DATA RECORDS –
※

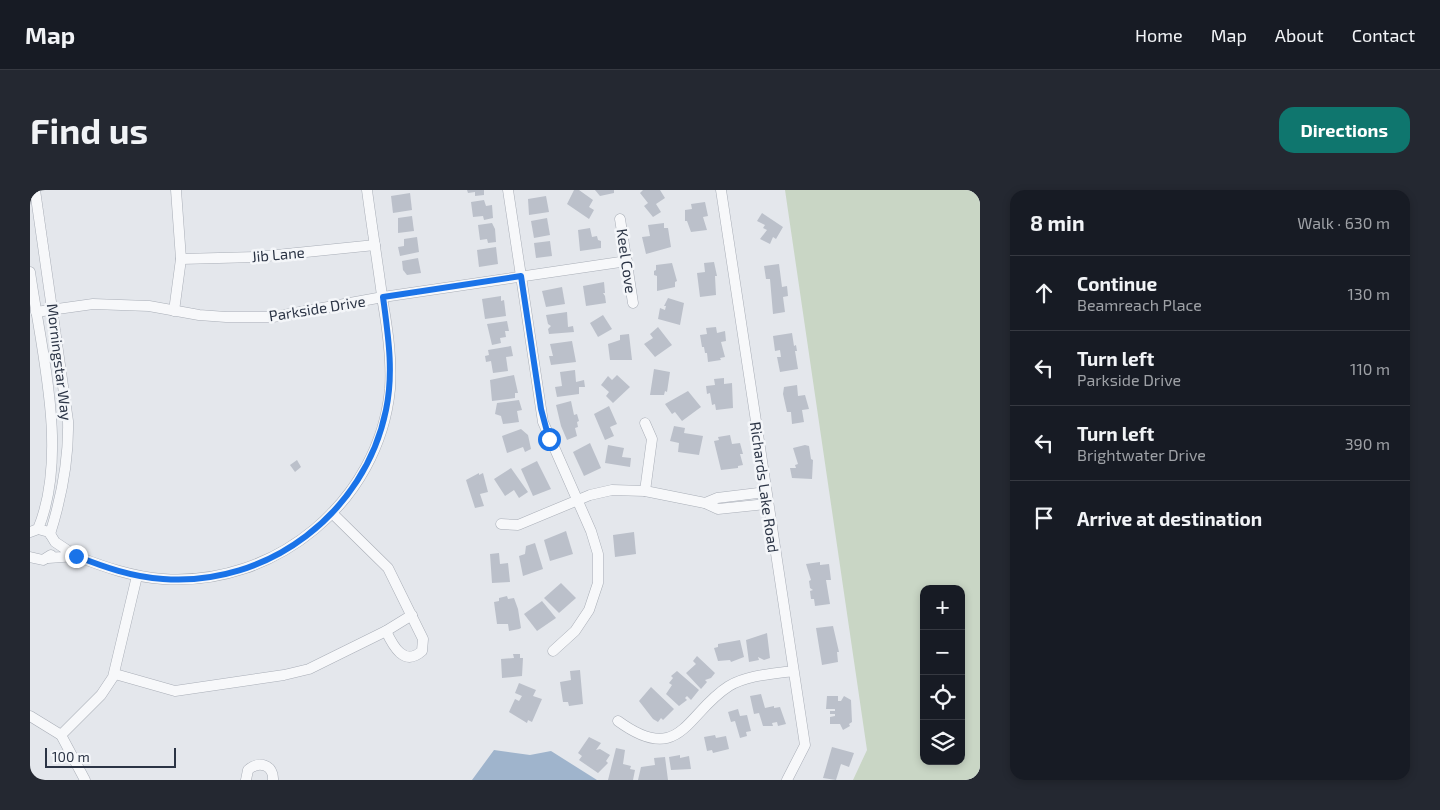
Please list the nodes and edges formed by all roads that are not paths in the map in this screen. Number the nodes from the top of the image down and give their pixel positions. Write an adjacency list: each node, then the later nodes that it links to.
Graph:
1 (35, 190): 14 (street, Morningstar Way)
2 (176, 190): 8 (street)
3 (367, 190): 7 (street)
4 (508, 190): 11 (street)
5 (721, 190): 19 (street, Richards Lake Road)
6 (620, 218): 9 (street, Keel Cove)
7 (375, 244): 8 (street, Jib Lane); 12 (street)
8 (181, 260): 15 (street)
9 (627, 261): 11 (street, Parkside Drive); 13 (street, Keel Cove)
10 (30, 272): 16 (street, Morningstar Way)
11 (521, 276): 12 (street, Parkside Drive); 20 (street)
12 (383, 297): 15 (street, Parkside Drive); 23 (street)
13 (633, 303)
14 (53, 310): 15 (street, Parkside Drive); 16 (street, Parkside Drive); 26 (street, Morningstar Way)
15 (174, 311)
16 (36, 312): 25 (street, Morningstar Way)
17 (645, 423): 18 (street)
18 (644, 491): 20 (street); 21 (street)
19 (766, 492): 21 (street); 22 (street, Richards Lake Road)
20 (577, 500): 24 (street); 33 (street)
21 (705, 503): 22 (street)
22 (768, 504): 34 (street, Richards Lake Road)
23 (332, 514): 30 (street); 31 (street)
24 (501, 524)
25 (34, 531): 26 (street)
26 (52, 538): 27 (street); 28 (street, Morningstar Way)
27 (76, 556): 28 (street); 30 (street)
28 (39, 558): 29 (street)
29 (30, 568)
30 (137, 576): 35 (street)
31 (412, 615): 32 (street); 32 (street)
32 (386, 631): 35 (street)
33 (553, 651)
34 (793, 671): 37 (street); 42 (street, Richards Lake Road)
35 (115, 674): 38 (street)
36 (30, 716): 38 (street)
37 (618, 721)
38 (61, 735): 39 (street)
39 (85, 780)
40 (246, 780): 41 (street)
41 (273, 780)
42 (787, 780)

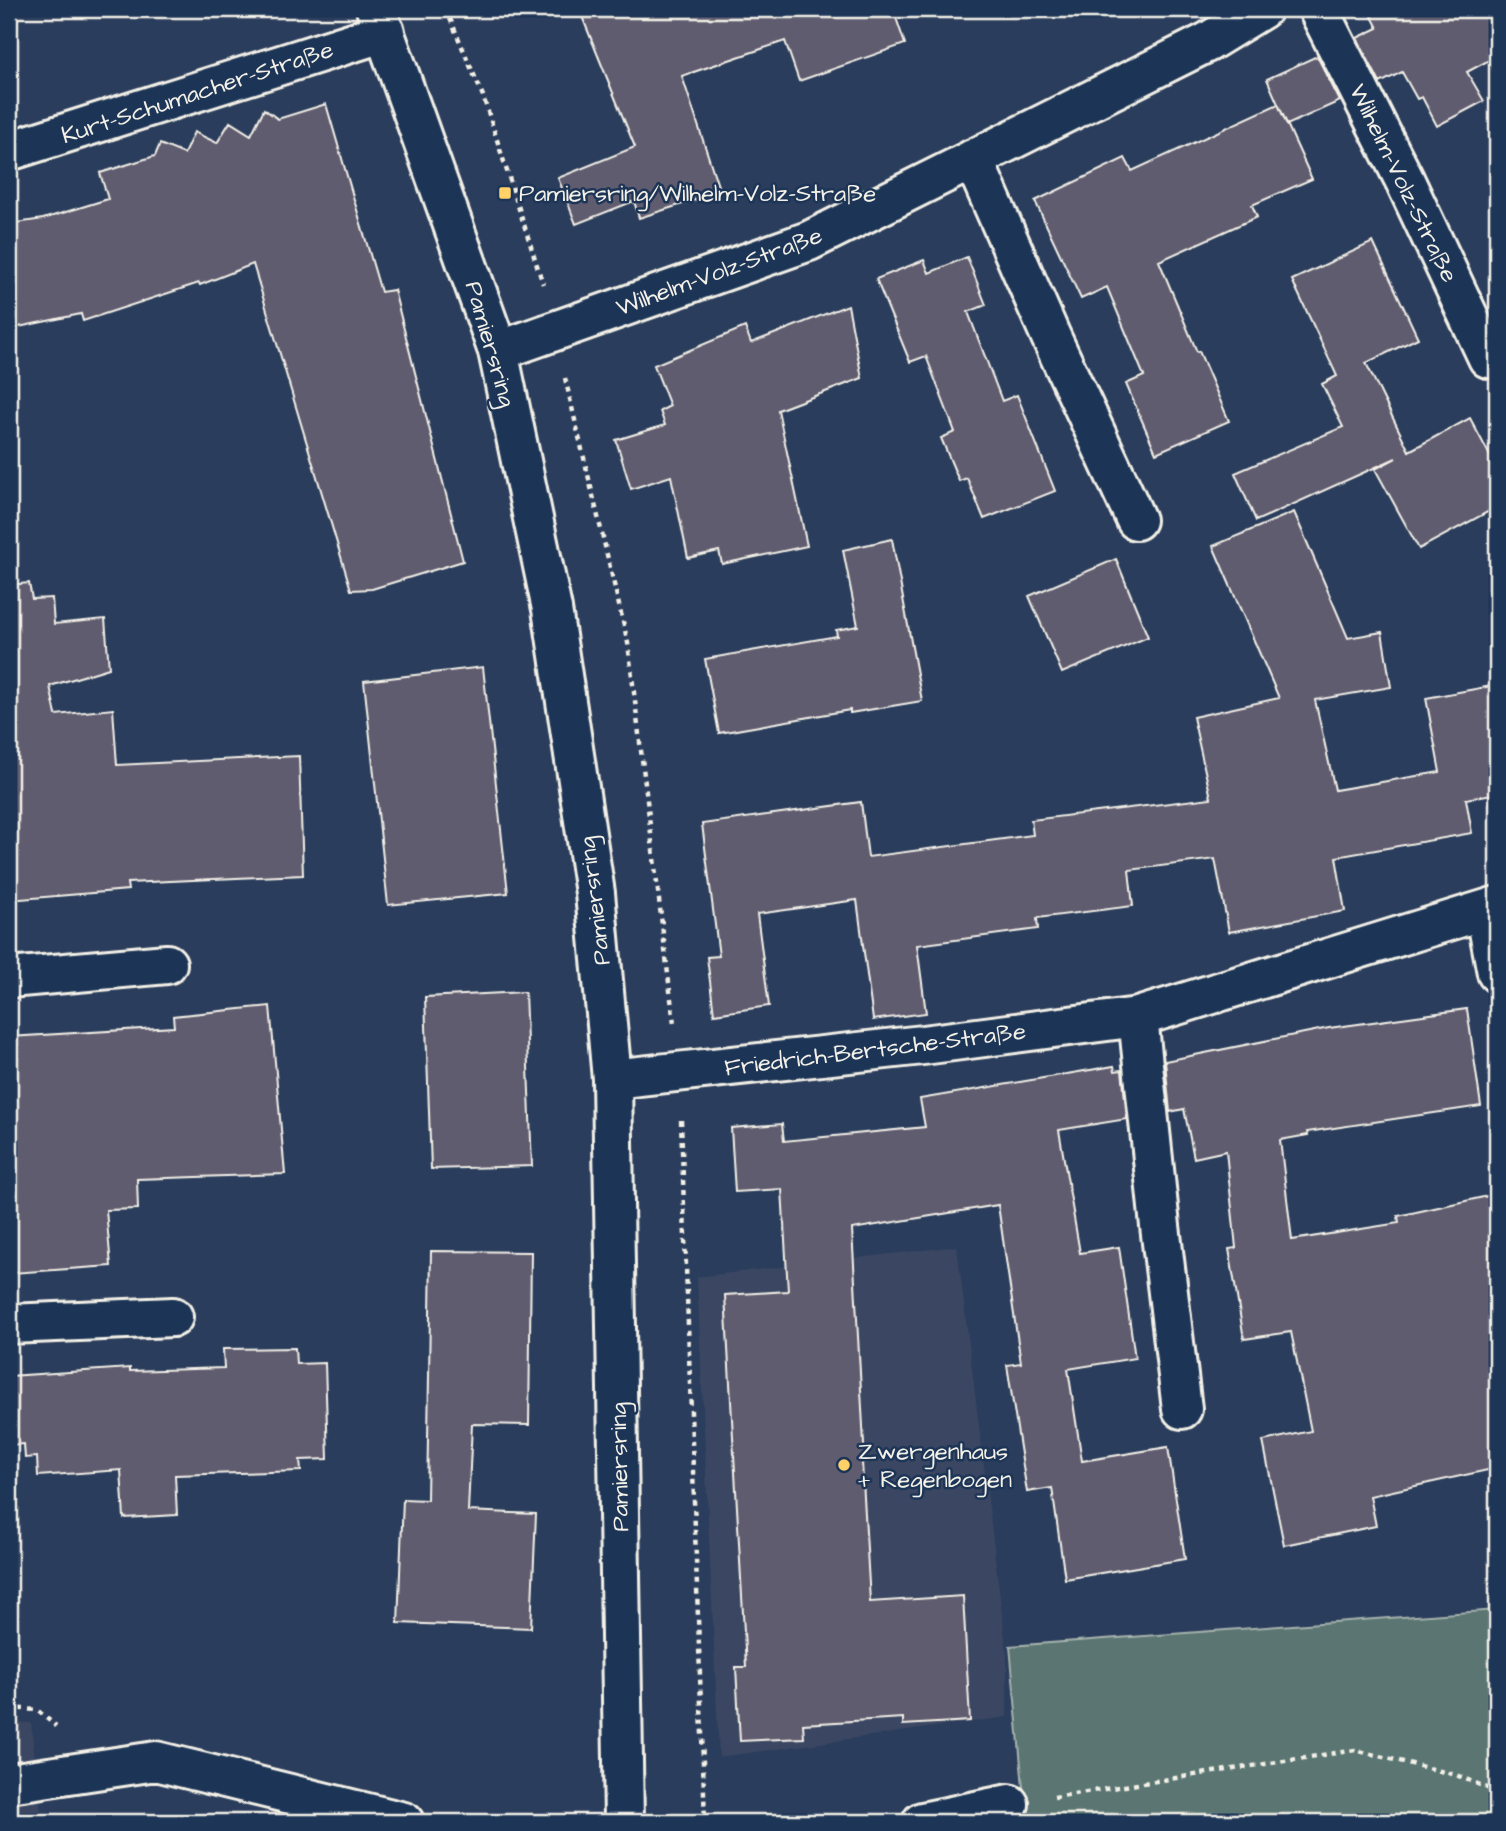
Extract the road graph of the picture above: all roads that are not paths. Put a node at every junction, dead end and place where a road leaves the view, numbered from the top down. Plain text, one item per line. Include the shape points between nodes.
1 (1262, 9) edge
2 (1318, 9) edge
3 (381, 20) edge
4 (9, 151) edge
5 (973, 159) junction
6 (498, 351) junction
7 (1488, 358) dead end
8 (1136, 520) dead end
9 (1491, 908) edge
10 (167, 964) dead end
11 (1497, 973) edge
12 (9, 978) edge
13 (1139, 1017) junction
14 (612, 1079) junction
15 (173, 1317) dead end
16 (9, 1324) edge
17 (1182, 1409) dead end
18 (9, 1783) edge
19 (1009, 1804) road end
20 (404, 1822) edge
21 (624, 1822) edge
22 (922, 1822) edge

1 - 5 street, Wilhelm-Volz-Straße via 1208,43
2 - 7 street, Wilhelm-Volz-Straße
3 - 4 street, Kurt-Schumacher-Straße
3 - 6 street, Pamiersring
5 - 6 street, Wilhelm-Volz-Straße via 809,241
5 - 8 street
6 - 14 street, Pamiersring via 552,609 595,893
9 - 11 street, Friedrich-Bertsche-Straße
9 - 13 street, Friedrich-Bertsche-Straße
10 - 12 street
13 - 14 street, Friedrich-Bertsche-Straße
13 - 17 street
14 - 21 street, Pamiersring
15 - 16 street
18 - 20 street via 156,1761
19 - 22 street

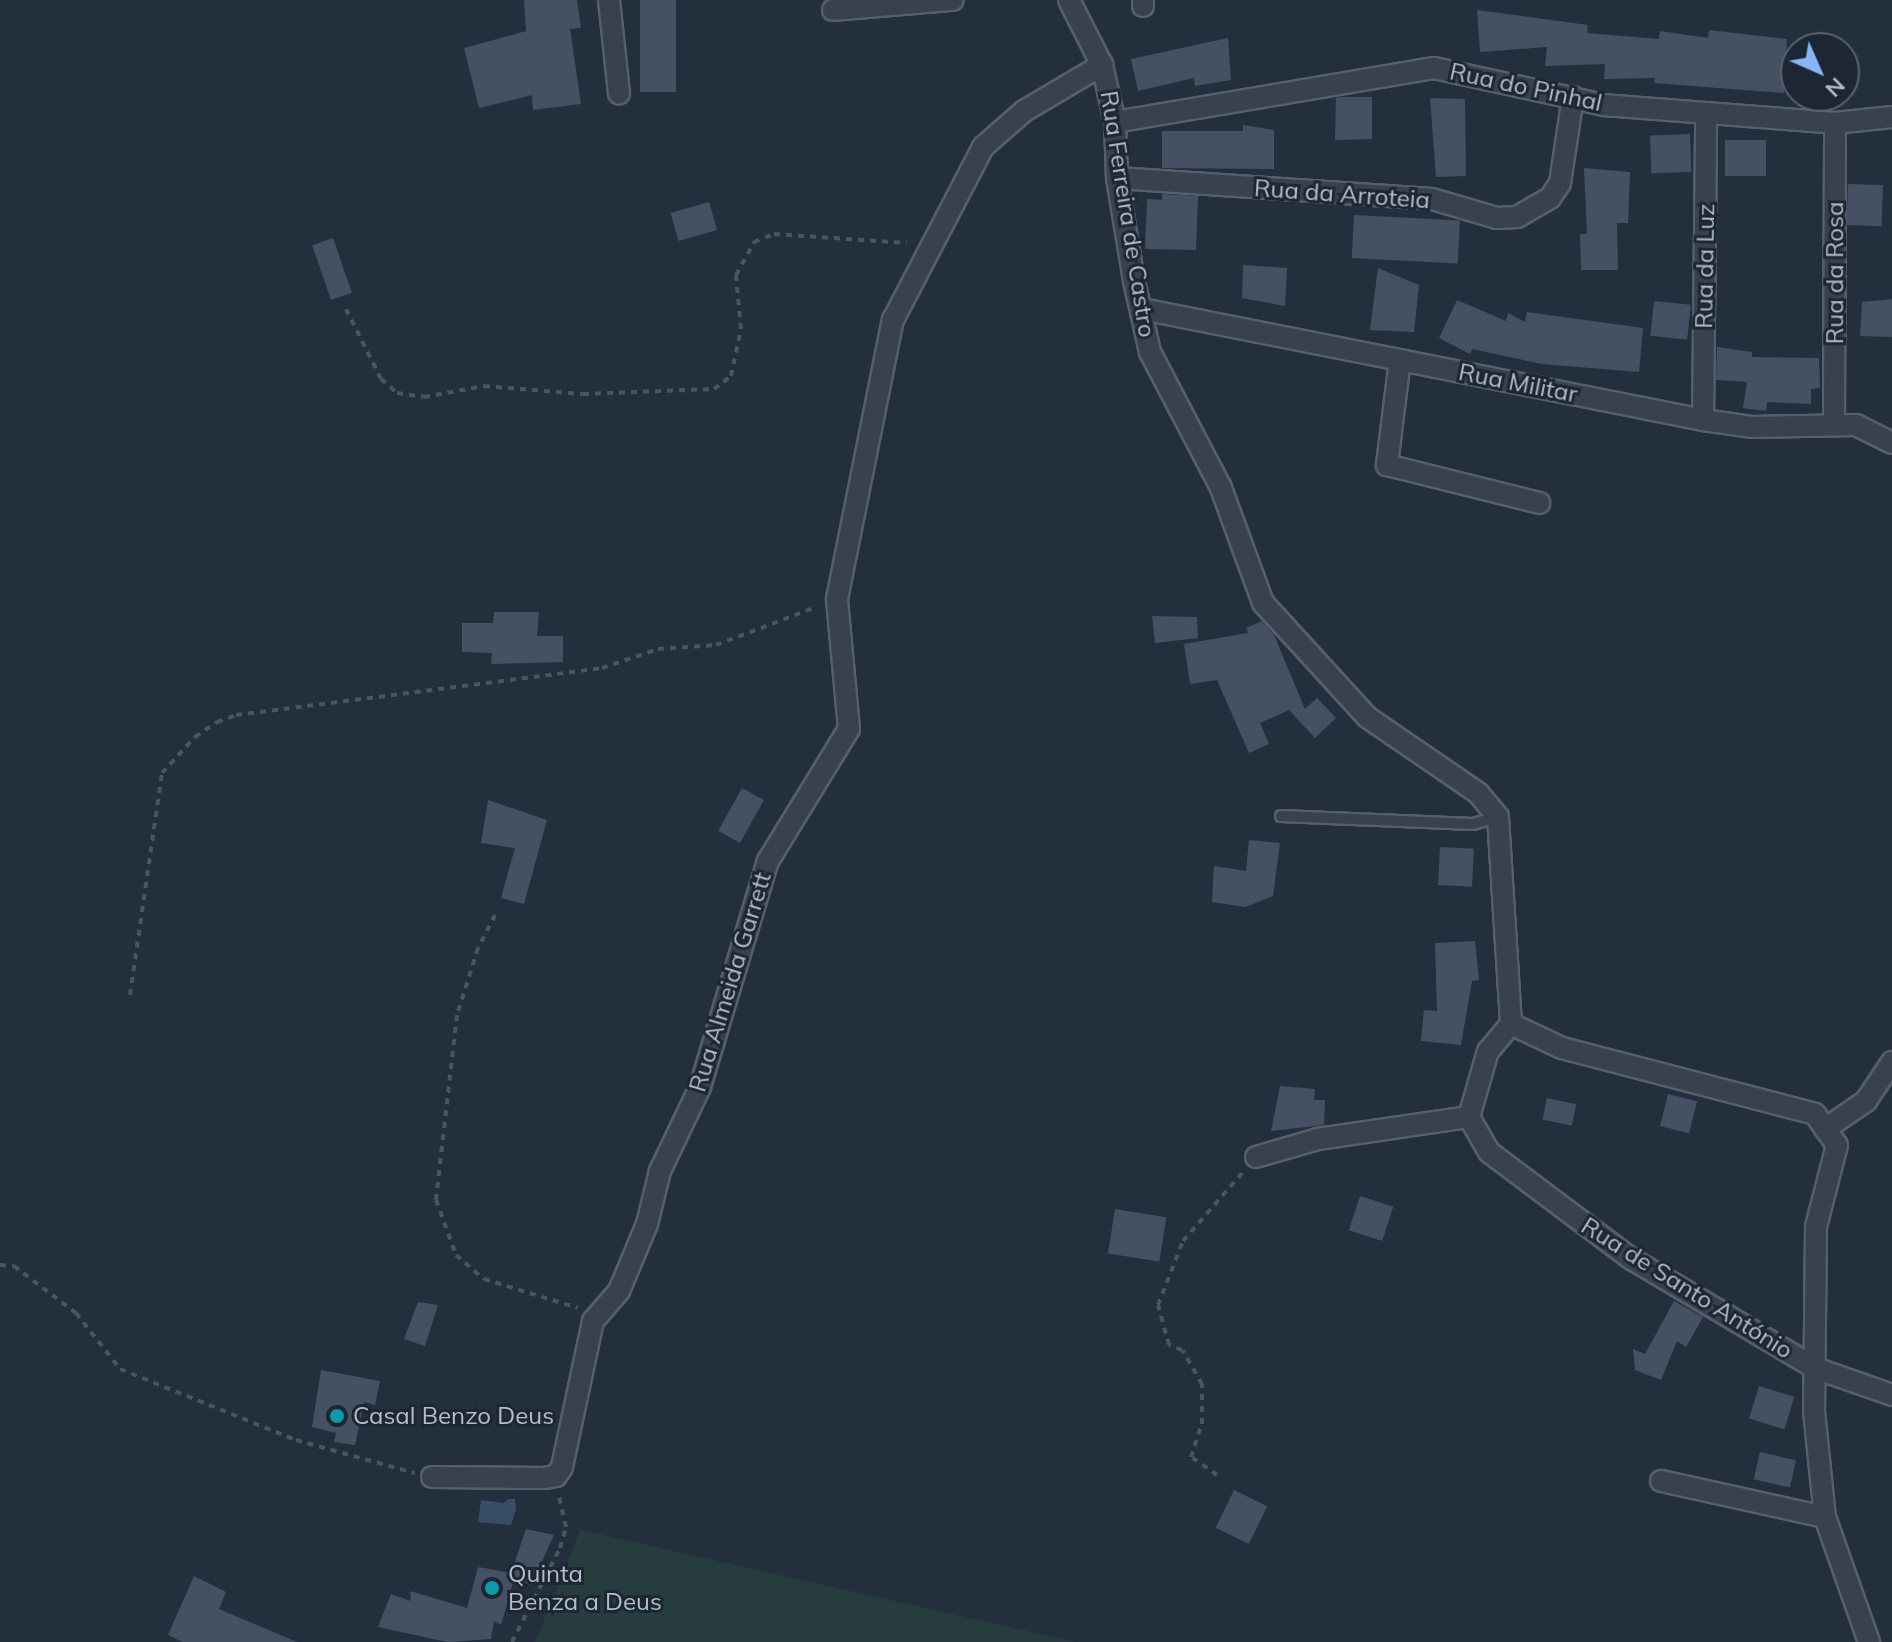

※

YOUR INSTRUCTIONS – An exact reproduction of the data is needed, with no pictures included.

RESULT FOR THIS EXERCISE –
Please list the nodes and edges formed by all roads that are not paths in the map in this screen. Number the nodes from the top of the image down and give their pixel positions. Write an adjacency list: each node, then the later nodes that it links to.
Graph:
1 (35, 190): 14 (street, Morningstar Way)
2 (176, 190): 8 (street)
3 (367, 190): 7 (street)
4 (508, 190): 11 (street)
5 (721, 190): 19 (street, Richards Lake Road)
6 (620, 218): 9 (street, Keel Cove)
7 (375, 244): 8 (street, Jib Lane); 12 (street)
8 (181, 260): 15 (street)
9 (627, 261): 11 (street, Parkside Drive); 13 (street, Keel Cove)
10 (30, 272): 16 (street, Morningstar Way)
11 (521, 276): 12 (street, Parkside Drive); 20 (street)
12 (383, 297): 15 (street, Parkside Drive); 23 (street)
13 (633, 303)
14 (53, 310): 15 (street, Parkside Drive); 16 (street, Parkside Drive); 26 (street, Morningstar Way)
15 (174, 311)
16 (36, 312): 25 (street, Morningstar Way)
17 (645, 423): 18 (street)
18 (644, 491): 20 (street); 21 (street)
19 (766, 492): 21 (street); 22 (street, Richards Lake Road)
20 (577, 500): 24 (street); 33 (street)
21 (705, 503): 22 (street)
22 (768, 504): 34 (street, Richards Lake Road)
23 (332, 514): 30 (street); 31 (street)
24 (501, 524)
25 (34, 531): 26 (street)
26 (52, 538): 27 (street); 28 (street, Morningstar Way)
27 (76, 556): 28 (street); 30 (street)
28 (39, 558): 29 (street)
29 (30, 568)
30 (137, 576): 35 (street)
31 (412, 615): 32 (street); 32 (street)
32 (386, 631): 35 (street)
33 (553, 651)
34 (793, 671): 37 (street); 42 (street, Richards Lake Road)
35 (115, 674): 38 (street)
36 (30, 716): 38 (street)
37 (618, 721)
38 (61, 735): 39 (street)
39 (85, 780)
40 (246, 780): 41 (street)
41 (273, 780)
42 (787, 780)

Extract the road graph of the picture above: all roads that are not paths. Put a node at every junction, dead end and place where a road leaves the view, numbered from the top down. Plain text, one item per line. Include the shape points between nodes.
1 (1262, 9) edge
2 (1318, 9) edge
3 (381, 20) edge
4 (9, 151) edge
5 (973, 159) junction
6 (498, 351) junction
7 (1488, 358) dead end
8 (1136, 520) dead end
9 (1491, 908) edge
10 (167, 964) dead end
11 (1497, 973) edge
12 (9, 978) edge
13 (1139, 1017) junction
14 (612, 1079) junction
15 (173, 1317) dead end
16 (9, 1324) edge
17 (1182, 1409) dead end
18 (9, 1783) edge
19 (1009, 1804) road end
20 (404, 1822) edge
21 (624, 1822) edge
22 (922, 1822) edge

1 - 5 street, Wilhelm-Volz-Straße via 1208,43
2 - 7 street, Wilhelm-Volz-Straße
3 - 4 street, Kurt-Schumacher-Straße
3 - 6 street, Pamiersring
5 - 6 street, Wilhelm-Volz-Straße via 809,241
5 - 8 street
6 - 14 street, Pamiersring via 552,609 595,893
9 - 11 street, Friedrich-Bertsche-Straße
9 - 13 street, Friedrich-Bertsche-Straße
10 - 12 street
13 - 14 street, Friedrich-Bertsche-Straße
13 - 17 street
14 - 21 street, Pamiersring
15 - 16 street
18 - 20 street via 156,1761
19 - 22 street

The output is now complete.